Extracted data Start Marker

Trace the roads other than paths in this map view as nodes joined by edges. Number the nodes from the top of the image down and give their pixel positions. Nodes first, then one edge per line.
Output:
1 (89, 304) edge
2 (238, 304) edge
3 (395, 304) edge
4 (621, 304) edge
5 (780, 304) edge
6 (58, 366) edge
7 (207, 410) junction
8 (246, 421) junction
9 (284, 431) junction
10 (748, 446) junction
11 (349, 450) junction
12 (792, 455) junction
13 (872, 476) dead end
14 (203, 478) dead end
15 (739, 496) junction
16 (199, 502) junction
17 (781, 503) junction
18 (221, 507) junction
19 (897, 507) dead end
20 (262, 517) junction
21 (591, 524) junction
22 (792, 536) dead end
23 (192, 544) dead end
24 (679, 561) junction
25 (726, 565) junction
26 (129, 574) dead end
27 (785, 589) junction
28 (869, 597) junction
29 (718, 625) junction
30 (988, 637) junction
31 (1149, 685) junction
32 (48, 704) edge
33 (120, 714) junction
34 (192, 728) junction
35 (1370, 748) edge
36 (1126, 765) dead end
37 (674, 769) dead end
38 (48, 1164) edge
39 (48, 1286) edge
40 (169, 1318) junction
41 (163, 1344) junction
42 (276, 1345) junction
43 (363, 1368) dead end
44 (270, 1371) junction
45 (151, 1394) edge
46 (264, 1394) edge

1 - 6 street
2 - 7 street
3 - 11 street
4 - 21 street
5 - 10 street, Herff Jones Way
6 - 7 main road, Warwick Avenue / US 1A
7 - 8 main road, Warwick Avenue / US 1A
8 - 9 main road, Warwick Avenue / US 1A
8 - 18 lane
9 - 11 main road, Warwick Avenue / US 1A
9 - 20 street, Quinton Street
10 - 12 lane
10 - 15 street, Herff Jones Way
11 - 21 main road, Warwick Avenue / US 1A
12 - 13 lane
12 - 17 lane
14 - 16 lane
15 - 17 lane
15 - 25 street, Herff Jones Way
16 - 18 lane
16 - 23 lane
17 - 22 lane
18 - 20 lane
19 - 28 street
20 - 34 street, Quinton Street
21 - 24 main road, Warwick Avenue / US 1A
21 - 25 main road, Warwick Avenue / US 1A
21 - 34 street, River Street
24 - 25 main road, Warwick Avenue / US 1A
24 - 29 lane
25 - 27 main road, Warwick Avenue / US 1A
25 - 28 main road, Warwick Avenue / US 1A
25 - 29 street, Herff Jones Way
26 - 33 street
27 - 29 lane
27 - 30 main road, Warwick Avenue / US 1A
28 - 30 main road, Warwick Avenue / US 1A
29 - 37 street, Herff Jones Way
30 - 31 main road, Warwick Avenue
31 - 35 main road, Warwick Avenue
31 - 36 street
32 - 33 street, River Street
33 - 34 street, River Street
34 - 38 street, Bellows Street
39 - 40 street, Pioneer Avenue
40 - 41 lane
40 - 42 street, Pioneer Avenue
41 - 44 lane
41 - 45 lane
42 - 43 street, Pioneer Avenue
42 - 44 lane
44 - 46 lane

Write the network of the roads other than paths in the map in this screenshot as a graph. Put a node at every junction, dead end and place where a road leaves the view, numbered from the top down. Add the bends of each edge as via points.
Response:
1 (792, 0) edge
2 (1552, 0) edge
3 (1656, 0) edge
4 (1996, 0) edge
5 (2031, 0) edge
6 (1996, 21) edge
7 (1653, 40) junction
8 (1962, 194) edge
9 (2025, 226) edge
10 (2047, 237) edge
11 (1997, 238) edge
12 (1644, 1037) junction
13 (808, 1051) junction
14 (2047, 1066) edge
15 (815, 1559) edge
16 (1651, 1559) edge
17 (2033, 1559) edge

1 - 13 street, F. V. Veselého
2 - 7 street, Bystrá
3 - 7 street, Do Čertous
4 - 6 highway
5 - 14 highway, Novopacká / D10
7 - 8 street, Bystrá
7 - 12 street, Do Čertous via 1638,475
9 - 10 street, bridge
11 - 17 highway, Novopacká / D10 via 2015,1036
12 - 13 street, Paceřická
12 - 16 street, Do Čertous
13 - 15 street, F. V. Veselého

Extracted data End Marker

Task item:
Everything in the listing should be set down again exactly.

Output:
Trace the roads other than paths in this map view as nodes joined by edges. Number the nodes from the top of the image down and give their pixel positions. Nodes first, then one edge per line.
Output:
1 (89, 304) edge
2 (238, 304) edge
3 (395, 304) edge
4 (621, 304) edge
5 (780, 304) edge
6 (58, 366) edge
7 (207, 410) junction
8 (246, 421) junction
9 (284, 431) junction
10 (748, 446) junction
11 (349, 450) junction
12 (792, 455) junction
13 (872, 476) dead end
14 (203, 478) dead end
15 (739, 496) junction
16 (199, 502) junction
17 (781, 503) junction
18 (221, 507) junction
19 (897, 507) dead end
20 (262, 517) junction
21 (591, 524) junction
22 (792, 536) dead end
23 (192, 544) dead end
24 (679, 561) junction
25 (726, 565) junction
26 (129, 574) dead end
27 (785, 589) junction
28 (869, 597) junction
29 (718, 625) junction
30 (988, 637) junction
31 (1149, 685) junction
32 (48, 704) edge
33 (120, 714) junction
34 (192, 728) junction
35 (1370, 748) edge
36 (1126, 765) dead end
37 (674, 769) dead end
38 (48, 1164) edge
39 (48, 1286) edge
40 (169, 1318) junction
41 (163, 1344) junction
42 (276, 1345) junction
43 (363, 1368) dead end
44 (270, 1371) junction
45 (151, 1394) edge
46 (264, 1394) edge

1 - 6 street
2 - 7 street
3 - 11 street
4 - 21 street
5 - 10 street, Herff Jones Way
6 - 7 main road, Warwick Avenue / US 1A
7 - 8 main road, Warwick Avenue / US 1A
8 - 9 main road, Warwick Avenue / US 1A
8 - 18 lane
9 - 11 main road, Warwick Avenue / US 1A
9 - 20 street, Quinton Street
10 - 12 lane
10 - 15 street, Herff Jones Way
11 - 21 main road, Warwick Avenue / US 1A
12 - 13 lane
12 - 17 lane
14 - 16 lane
15 - 17 lane
15 - 25 street, Herff Jones Way
16 - 18 lane
16 - 23 lane
17 - 22 lane
18 - 20 lane
19 - 28 street
20 - 34 street, Quinton Street
21 - 24 main road, Warwick Avenue / US 1A
21 - 25 main road, Warwick Avenue / US 1A
21 - 34 street, River Street
24 - 25 main road, Warwick Avenue / US 1A
24 - 29 lane
25 - 27 main road, Warwick Avenue / US 1A
25 - 28 main road, Warwick Avenue / US 1A
25 - 29 street, Herff Jones Way
26 - 33 street
27 - 29 lane
27 - 30 main road, Warwick Avenue / US 1A
28 - 30 main road, Warwick Avenue / US 1A
29 - 37 street, Herff Jones Way
30 - 31 main road, Warwick Avenue
31 - 35 main road, Warwick Avenue
31 - 36 street
32 - 33 street, River Street
33 - 34 street, River Street
34 - 38 street, Bellows Street
39 - 40 street, Pioneer Avenue
40 - 41 lane
40 - 42 street, Pioneer Avenue
41 - 44 lane
41 - 45 lane
42 - 43 street, Pioneer Avenue
42 - 44 lane
44 - 46 lane

Write the network of the roads other than paths in the map in this screenshot as a graph. Put a node at every junction, dead end and place where a road leaves the view, numbered from the top down. Add the bends of each edge as via points.
Response:
1 (792, 0) edge
2 (1552, 0) edge
3 (1656, 0) edge
4 (1996, 0) edge
5 (2031, 0) edge
6 (1996, 21) edge
7 (1653, 40) junction
8 (1962, 194) edge
9 (2025, 226) edge
10 (2047, 237) edge
11 (1997, 238) edge
12 (1644, 1037) junction
13 (808, 1051) junction
14 (2047, 1066) edge
15 (815, 1559) edge
16 (1651, 1559) edge
17 (2033, 1559) edge

1 - 13 street, F. V. Veselého
2 - 7 street, Bystrá
3 - 7 street, Do Čertous
4 - 6 highway
5 - 14 highway, Novopacká / D10
7 - 8 street, Bystrá
7 - 12 street, Do Čertous via 1638,475
9 - 10 street, bridge
11 - 17 highway, Novopacká / D10 via 2015,1036
12 - 13 street, Paceřická
12 - 16 street, Do Čertous
13 - 15 street, F. V. Veselého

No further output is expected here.